Sadly, I don't go to psychiatrists hoping for them to understand Dp/Dr or me anymore. I have gone to many and none of them truly helped me. But I know what I want out of the visit. I know that I need a medication that assists me in my healing process. I do work on myself, and I have seen changes. But sometimes, I would like things to be clearer, to be less tiring. I do have OCD. Many types of it, since I was a child. I do think it is one of the causes of dp coming into my life.

Did u mean by "dp in its primary form" as dp without any other influence from another mental illness ?

If so, then I do agree with you. I think that solving my "ocd problems" and healing from them is to trigger the dpdr healing also.


----------



## 35467 (Dec 31, 2010)

Yes. It could be secondary to a OCD state and atypicals might be of some benefits and so could high doses of SSRIs. But, there is also a strong OCD component in depersonalization its primary form. You could only test some medications and see if they are of some benefits to you.


----------



## Bluesky (Jan 8, 2021)

Mayer-Gross said:


> Yes. It could be secondary to a OCD state and atypicals might be of some benefits and so could high doses of SSRIs. But, there is also a strong OCD component in depersonalization its primary form. You could only test some medications and see if they are of some benefits to you.

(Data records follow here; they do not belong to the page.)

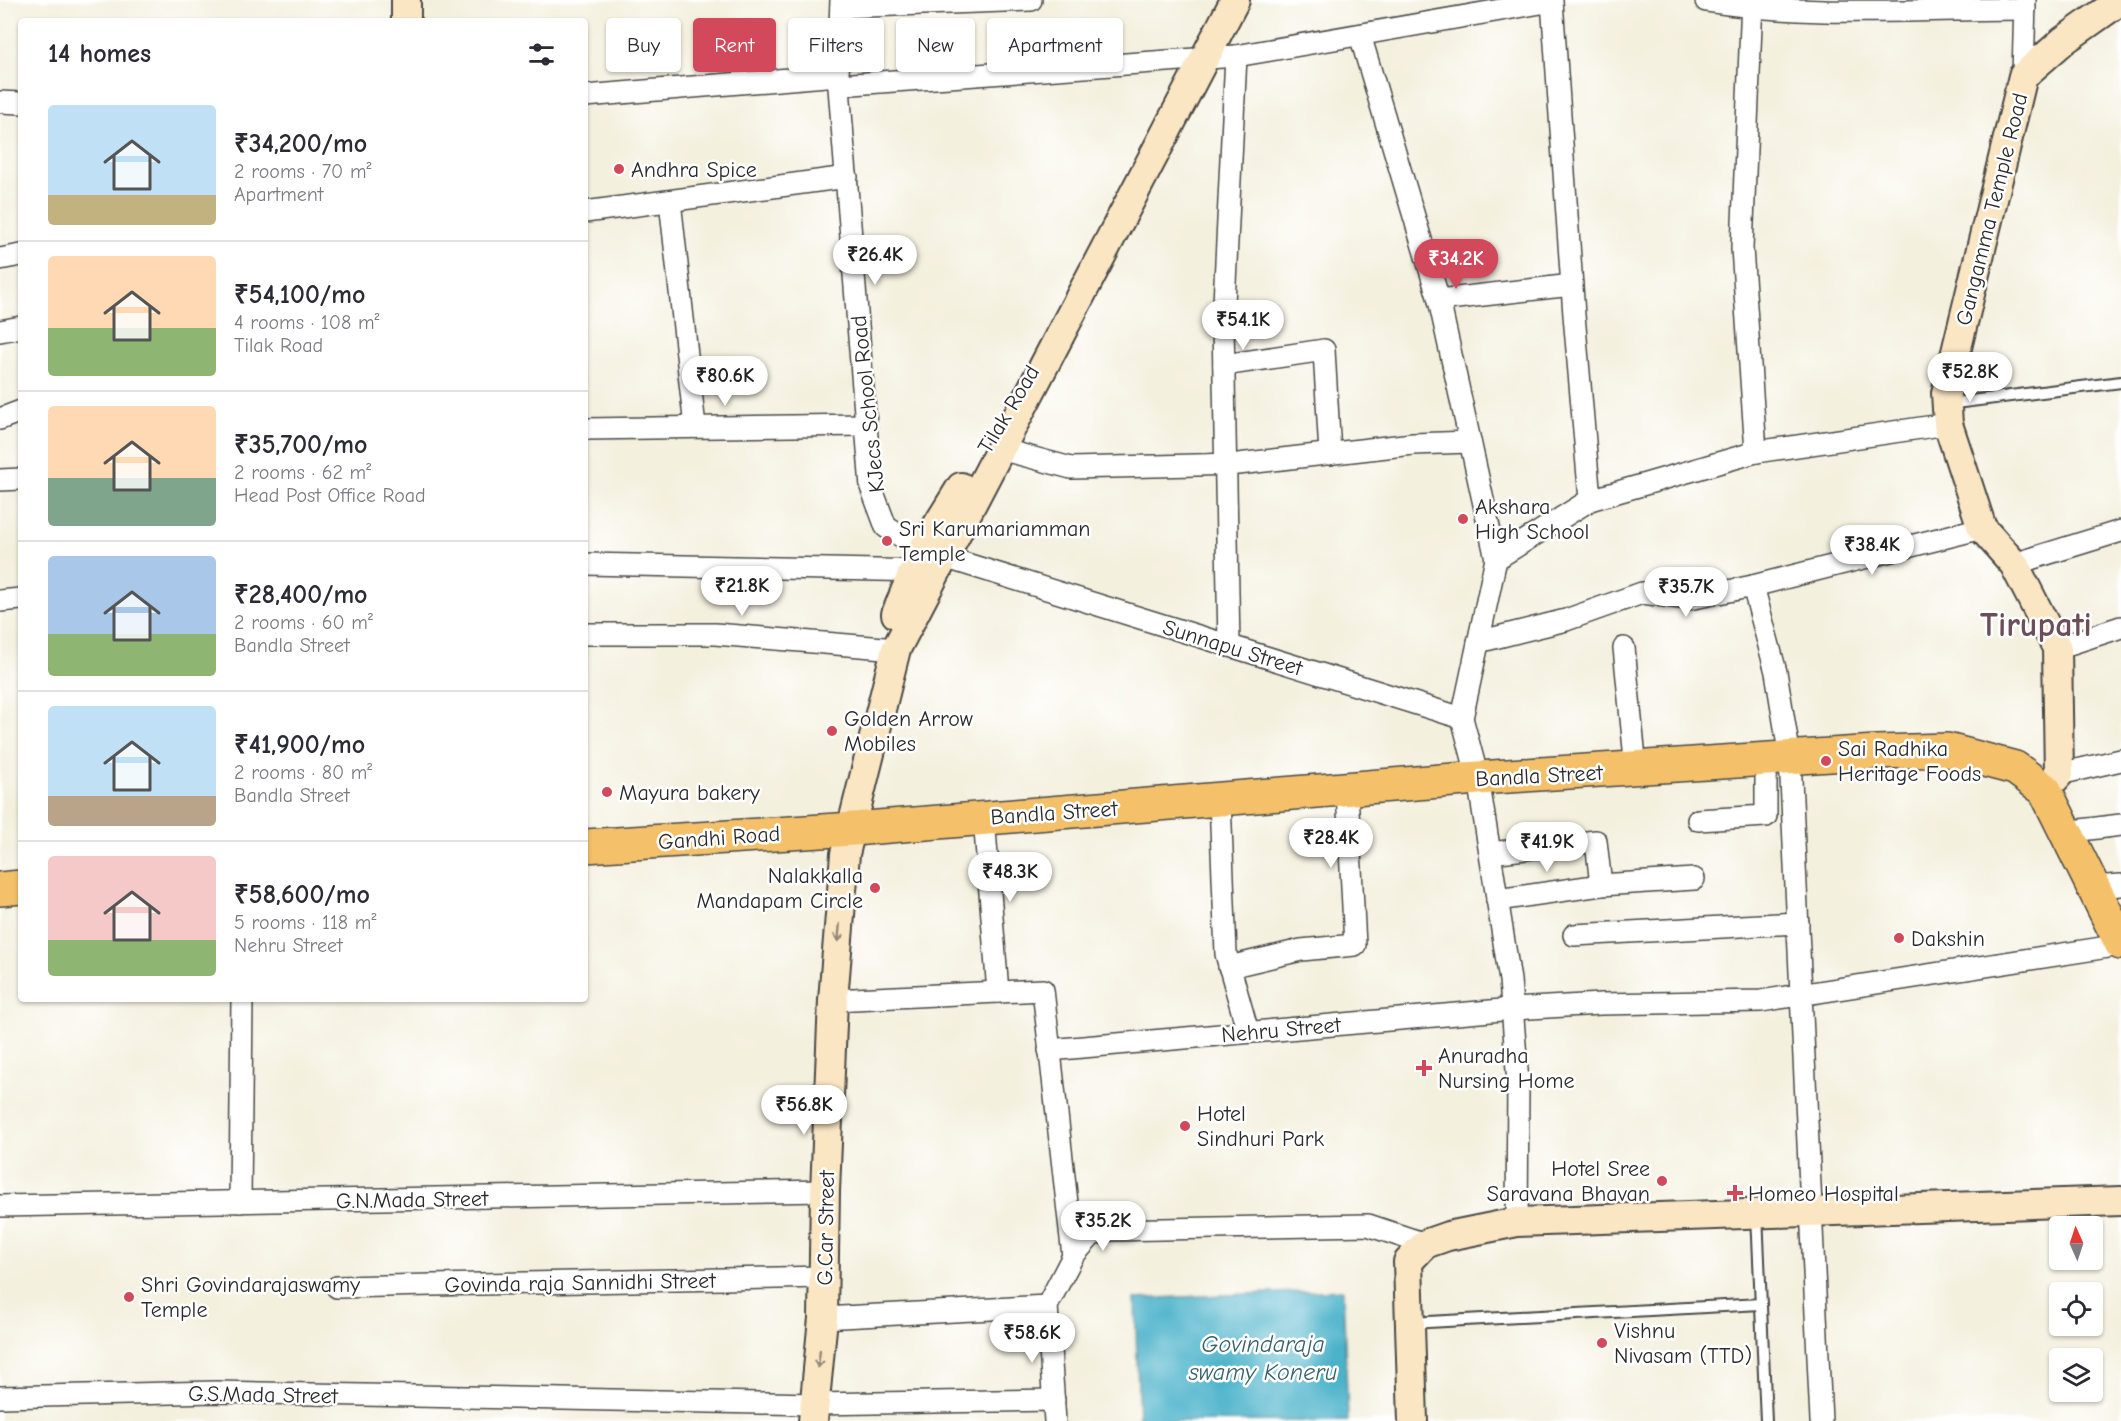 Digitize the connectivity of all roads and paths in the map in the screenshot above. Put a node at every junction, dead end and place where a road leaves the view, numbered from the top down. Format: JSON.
{"nodes":[{"id":1,"x":406,"y":0,"type":"edge"},
{"id":2,"x":1031,"y":0,"type":"edge"},
{"id":3,"x":1215,"y":0,"type":"edge"},
{"id":4,"x":1235,"y":0,"type":"edge"},
{"id":5,"x":1558,"y":0,"type":"edge"},
{"id":6,"x":1701,"y":0,"type":"edge"},
{"id":7,"x":2121,"y":0,"type":"edge"},
{"id":8,"x":1552,"y":1,"type":"edge"},
{"id":9,"x":841,"y":4,"type":"edge"},
{"id":10,"x":1752,"y":4,"type":"edge"},
{"id":11,"x":1929,"y":4,"type":"edge"},
{"id":12,"x":2025,"y":5,"type":"edge"},
{"id":13,"x":406,"y":18,"type":"edge"},
{"id":14,"x":1360,"y":35,"type":"junction"},
{"id":15,"x":1236,"y":56,"type":"junction"},
{"id":16,"x":1194,"y":60,"type":"junction"},
{"id":17,"x":2023,"y":76,"type":"junction"},
{"id":18,"x":839,"y":80,"type":"junction"},
{"id":19,"x":588,"y":96,"type":"edge"},
{"id":20,"x":0,"y":102,"type":"edge"},
{"id":21,"x":18,"y":102,"type":"edge"},
{"id":22,"x":847,"y":177,"type":"junction"},
{"id":23,"x":670,"y":201,"type":"junction"},
{"id":24,"x":588,"y":212,"type":"edge"},
{"id":25,"x":18,"y":256,"type":"edge"},
{"id":26,"x":0,"y":259,"type":"edge"},
{"id":27,"x":1572,"y":285,"type":"junction"},
{"id":28,"x":1439,"y":300,"type":"junction"},
{"id":29,"x":18,"y":328,"type":"edge"},
{"id":30,"x":0,"y":331,"type":"edge"},
{"id":31,"x":1224,"y":365,"type":"junction"},
{"id":32,"x":2121,"y":382,"type":"edge"},
{"id":33,"x":18,"y":412,"type":"edge"},
{"id":34,"x":1947,"y":414,"type":"junction"},
{"id":35,"x":0,"y":419,"type":"edge"},
{"id":36,"x":867,"y":425,"type":"junction"},
{"id":37,"x":695,"y":427,"type":"junction"},
{"id":38,"x":588,"y":429,"type":"edge"},
{"id":39,"x":1470,"y":442,"type":"junction"},
{"id":40,"x":1000,"y":449,"type":"junction"},
{"id":41,"x":1756,"y":452,"type":"junction"},
{"id":42,"x":1330,"y":454,"type":"junction"},
{"id":43,"x":1226,"y":465,"type":"junction"},
{"id":44,"x":18,"y":479,"type":"edge"},
{"id":45,"x":0,"y":480,"type":"edge"},
{"id":46,"x":1590,"y":500,"type":"junction"},
{"id":47,"x":1982,"y":528,"type":"junction"},
{"id":48,"x":2121,"y":531,"type":"edge"},
{"id":49,"x":1496,"y":559,"type":"junction"},
{"id":50,"x":932,"y":562,"type":"junction"},
{"id":51,"x":588,"y":564,"type":"edge"},
{"id":52,"x":2014,"y":564,"type":"junction"},
{"id":53,"x":1753,"y":586,"type":"junction"},
{"id":54,"x":18,"y":599,"type":"edge"},
{"id":55,"x":0,"y":601,"type":"edge"},
{"id":56,"x":2121,"y":627,"type":"edge"},
{"id":57,"x":588,"y":634,"type":"edge"},
{"id":58,"x":1478,"y":642,"type":"junction"},
{"id":59,"x":1229,"y":646,"type":"junction"},
{"id":60,"x":889,"y":648,"type":"junction"},
{"id":61,"x":1624,"y":648,"type":"dead end"},
{"id":62,"x":2057,"y":648,"type":"junction"},
{"id":63,"x":1462,"y":718,"type":"junction"},
{"id":64,"x":1778,"y":759,"type":"junction"},
{"id":65,"x":2121,"y":760,"type":"edge"},
{"id":66,"x":1636,"y":769,"type":"junction"},
{"id":67,"x":1478,"y":778,"type":"junction"},
{"id":68,"x":2052,"y":782,"type":"junction"},
{"id":69,"x":1347,"y":791,"type":"junction"},
{"id":70,"x":1220,"y":800,"type":"junction"},
{"id":71,"x":984,"y":818,"type":"junction"},
{"id":72,"x":1698,"y":820,"type":"dead end"},
{"id":73,"x":2121,"y":825,"type":"edge"},
{"id":74,"x":2065,"y":832,"type":"junction"},
{"id":75,"x":844,"y":837,"type":"junction"},
{"id":76,"x":588,"y":846,"type":"edge"},
{"id":77,"x":1490,"y":853,"type":"junction"},
{"id":78,"x":1694,"y":879,"type":"dead end"},
{"id":79,"x":1601,"y":885,"type":"junction"},
{"id":80,"x":2107,"y":886,"type":"edge"},
{"id":81,"x":18,"y":887,"type":"edge"},
{"id":82,"x":0,"y":889,"type":"edge"},
{"id":83,"x":1497,"y":900,"type":"junction"},
{"id":84,"x":1798,"y":923,"type":"junction"},
{"id":85,"x":1574,"y":934,"type":"dead end"},
{"id":86,"x":2121,"y":944,"type":"edge"},
{"id":87,"x":1230,"y":967,"type":"junction"},
{"id":88,"x":998,"y":992,"type":"junction"},
{"id":89,"x":1801,"y":994,"type":"junction"},
{"id":90,"x":833,"y":1000,"type":"junction"},
{"id":91,"x":242,"y":1002,"type":"edge"},
{"id":92,"x":1513,"y":1009,"type":"junction"},
{"id":93,"x":1248,"y":1032,"type":"junction"},
{"id":94,"x":1049,"y":1050,"type":"junction"},
{"id":95,"x":825,"y":1191,"type":"junction"},
{"id":96,"x":2121,"y":1201,"type":"edge"},
{"id":97,"x":240,"y":1202,"type":"junction"},
{"id":98,"x":0,"y":1206,"type":"edge"},
{"id":99,"x":1813,"y":1211,"type":"junction"},
{"id":100,"x":1757,"y":1213,"type":"junction"},
{"id":101,"x":1517,"y":1222,"type":"junction"},
{"id":102,"x":1425,"y":1244,"type":"junction"},
{"id":103,"x":1073,"y":1256,"type":"junction"},
{"id":104,"x":823,"y":1277,"type":"junction"},
{"id":105,"x":337,"y":1287,"type":"dead end"},
{"id":106,"x":1761,"y":1304,"type":"junction"},
{"id":107,"x":1047,"y":1306,"type":"junction"},
{"id":108,"x":823,"y":1318,"type":"junction"},
{"id":109,"x":1410,"y":1323,"type":"junction"},
{"id":110,"x":0,"y":1396,"type":"edge"},
{"id":111,"x":1054,"y":1400,"type":"junction"},
{"id":112,"x":813,"y":1413,"type":"edge"},
{"id":113,"x":1055,"y":1421,"type":"edge"},
{"id":114,"x":1413,"y":1421,"type":"edge"},
{"id":115,"x":1766,"y":1421,"type":"edge"},
{"id":116,"x":1821,"y":1421,"type":"edge"}],
"edges":[{"from":1,"to":13,"type":"street"},
{"from":2,"to":9,"type":"street"},
{"from":3,"to":16,"type":"street","name":"Tilak Road"},
{"from":4,"to":16,"type":"street","name":"Tilak Road"},
{"from":5,"to":8,"type":"street"},
{"from":6,"to":10,"type":"street"},
{"from":7,"to":17,"type":"street","name":"Gangamma Temple Road"},
{"from":8,"to":14,"type":"street"},
{"from":8,"to":27,"type":"street"},
{"from":9,"to":18,"type":"street","name":"KJecs School Road"},
{"from":10,"to":11,"type":"street"},
{"from":10,"to":41,"type":"street"},
{"from":11,"to":12,"type":"street"},
{"from":12,"to":17,"type":"street"},
{"from":14,"to":15,"type":"street"},
{"from":14,"to":28,"type":"street"},
{"from":15,"to":16,"type":"street"},
{"from":15,"to":31,"type":"street"},
{"from":16,"to":18,"type":"street"},
{"from":16,"to":40,"type":"street","name":"Tilak Road"},
{"from":16,"to":50,"type":"street","name":"Tilak Road"},
{"from":17,"to":34,"type":"street","name":"Gangamma Temple Road"},
{"from":18,"to":19,"type":"street"},
{"from":18,"to":22,"type":"street","name":"KJecs School Road"},
{"from":20,"to":21,"type":"street"},
{"from":22,"to":23,"type":"street"},
{"from":22,"to":36,"type":"street","name":"KJecs School Road"},
{"from":23,"to":24,"type":"street"},
{"from":23,"to":37,"type":"street"},
{"from":25,"to":26,"type":"street"},
{"from":27,"to":28,"type":"street"},
{"from":27,"to":46,"type":"street"},
{"from":28,"to":39,"type":"street"},
{"from":29,"to":30,"type":"street"},
{"from":31,"to":42,"type":"street"},
{"from":31,"to":43,"type":"street"},
{"from":32,"to":34,"type":"lane"},
{"from":33,"to":35,"type":"street"},
{"from":34,"to":41,"type":"street"},
{"from":34,"to":47,"type":"street","name":"Gangamma Temple Road"},
{"from":36,"to":37,"type":"street"},
{"from":36,"to":50,"type":"street","name":"KJecs School Road"},
{"from":37,"to":38,"type":"street"},
{"from":39,"to":42,"type":"street"},
{"from":39,"to":49,"type":"street"},
{"from":40,"to":43,"type":"street"},
{"from":40,"to":50,"type":"street","name":"Tilak Road"},
{"from":41,"to":46,"type":"street"},
{"from":42,"to":43,"type":"street"},
{"from":43,"to":59,"type":"street"},
{"from":44,"to":45,"type":"street"},
{"from":46,"to":49,"type":"street"},
{"from":47,"to":52,"type":"street","name":"Gangamma Temple Road"},
{"from":47,"to":53,"type":"street"},
{"from":48,"to":52,"type":"street"},
{"from":49,"to":58,"type":"street"},
{"from":50,"to":51,"type":"street"},
{"from":50,"to":59,"type":"street","name":"Sunnapu Street"},
{"from":50,"to":60,"type":"street","name":"Tilak Road"},
{"from":52,"to":62,"type":"street","name":"Gangamma Temple Road"},
{"from":53,"to":58,"type":"street"},
{"from":53,"to":64,"type":"street"},
{"from":54,"to":55,"type":"street"},
{"from":56,"to":62,"type":"street"},
{"from":57,"to":60,"type":"street"},
{"from":58,"to":63,"type":"street"},
{"from":59,"to":63,"type":"street","name":"Sunnapu Street"},
{"from":60,"to":75,"type":"street","name":"Tilak Road"},
{"from":61,"to":66,"type":"street"},
{"from":62,"to":68,"type":"street","name":"Gangamma Temple Road"},
{"from":63,"to":67,"type":"street"},
{"from":64,"to":66,"type":"main road","name":"Bandla Street"},
{"from":64,"to":68,"type":"main road","name":"Bandla Street"},
{"from":64,"to":72,"type":"street"},
{"from":64,"to":84,"type":"street"},
{"from":65,"to":68,"type":"street"},
{"from":66,"to":67,"type":"main road","name":"Bandla Street"},
{"from":67,"to":69,"type":"main road","name":"Bandla Street"},
{"from":67,"to":77,"type":"street"},
{"from":68,"to":74,"type":"main road","name":"Bandla Street"},
{"from":69,"to":70,"type":"main road","name":"Bandla Street"},
{"from":69,"to":87,"type":"street"},
{"from":70,"to":71,"type":"main road","name":"Bandla Street"},
{"from":70,"to":87,"type":"street"},
{"from":71,"to":75,"type":"main road","name":"Bandla Street"},
{"from":71,"to":88,"type":"street"},
{"from":73,"to":74,"type":"street"},
{"from":74,"to":80,"type":"main road","name":"Bandla Street"},
{"from":75,"to":76,"type":"main road","name":"Gandhi Road"},
{"from":75,"to":90,"type":"street","name":"G.Car Street","one_way":true},
{"from":77,"to":79,"type":"street"},
{"from":77,"to":83,"type":"street"},
{"from":78,"to":79,"type":"street"},
{"from":79,"to":83,"type":"street"},
{"from":80,"to":86,"type":"main road","name":"Bandla Street"},
{"from":81,"to":82,"type":"main road"},
{"from":83,"to":92,"type":"street"},
{"from":84,"to":85,"type":"street"},
{"from":84,"to":89,"type":"street"},
{"from":86,"to":89,"type":"street","name":"Nehru Street"},
{"from":87,"to":93,"type":"street"},
{"from":88,"to":90,"type":"street"},
{"from":88,"to":94,"type":"street"},
{"from":89,"to":92,"type":"street","name":"Nehru Street"},
{"from":89,"to":99,"type":"street"},
{"from":90,"to":95,"type":"street","name":"G.Car Street"},
{"from":91,"to":97,"type":"street"},
{"from":92,"to":93,"type":"street","name":"Nehru Street"},
{"from":92,"to":101,"type":"street"},
{"from":93,"to":94,"type":"street","name":"Nehru Street"},
{"from":94,"to":103,"type":"street"},
{"from":95,"to":97,"type":"street","name":"G.N.Mada Street"},
{"from":95,"to":104,"type":"street","name":"G.Car Street"},
{"from":96,"to":99,"type":"street"},
{"from":97,"to":98,"type":"street","name":"G.N.Mada Street"},
{"from":99,"to":100,"type":"street"},
{"from":99,"to":116,"type":"street"},
{"from":100,"to":101,"type":"street"},
{"from":100,"to":106,"type":"lane"},
{"from":101,"to":102,"type":"street"},
{"from":102,"to":103,"type":"street"},
{"from":102,"to":109,"type":"street"},
{"from":103,"to":107,"type":"street"},
{"from":104,"to":105,"type":"street","name":"Govinda raja Sannidhi Street"},
{"from":104,"to":108,"type":"street","name":"G.Car Street"},
{"from":106,"to":109,"type":"lane"},
{"from":106,"to":115,"type":"lane"},
{"from":107,"to":108,"type":"street"},
{"from":107,"to":111,"type":"street"},
{"from":108,"to":112,"type":"street","name":"G.Car Street","one_way":true},
{"from":109,"to":114,"type":"street"},
{"from":110,"to":112,"type":"street","name":"G.S.Mada Street"},
{"from":111,"to":112,"type":"street","name":"G.S.Mada Street"},
{"from":111,"to":113,"type":"street"}]}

I understand. I can only try and see. Thank you so much for these informations, and for replying.


----------



## forestx5 (Aug 29, 2008)

I think sleep is very important to mental health and mental processes. If I begin to wake early and spend the wee hours anxiously ruminating, I know I am

on a trajectory that could take me into another major depressive episode. I can take 75mp of Seroquel and it will synchronize my sleep and provide me with

7 hours a night. It does make me feel groggy until past noon, however the grogginess fades as my body and mind adjust to the presence of the medication.

So, you can expect the initial side effects to dissipate somewhat as you continue to take the medication.


----------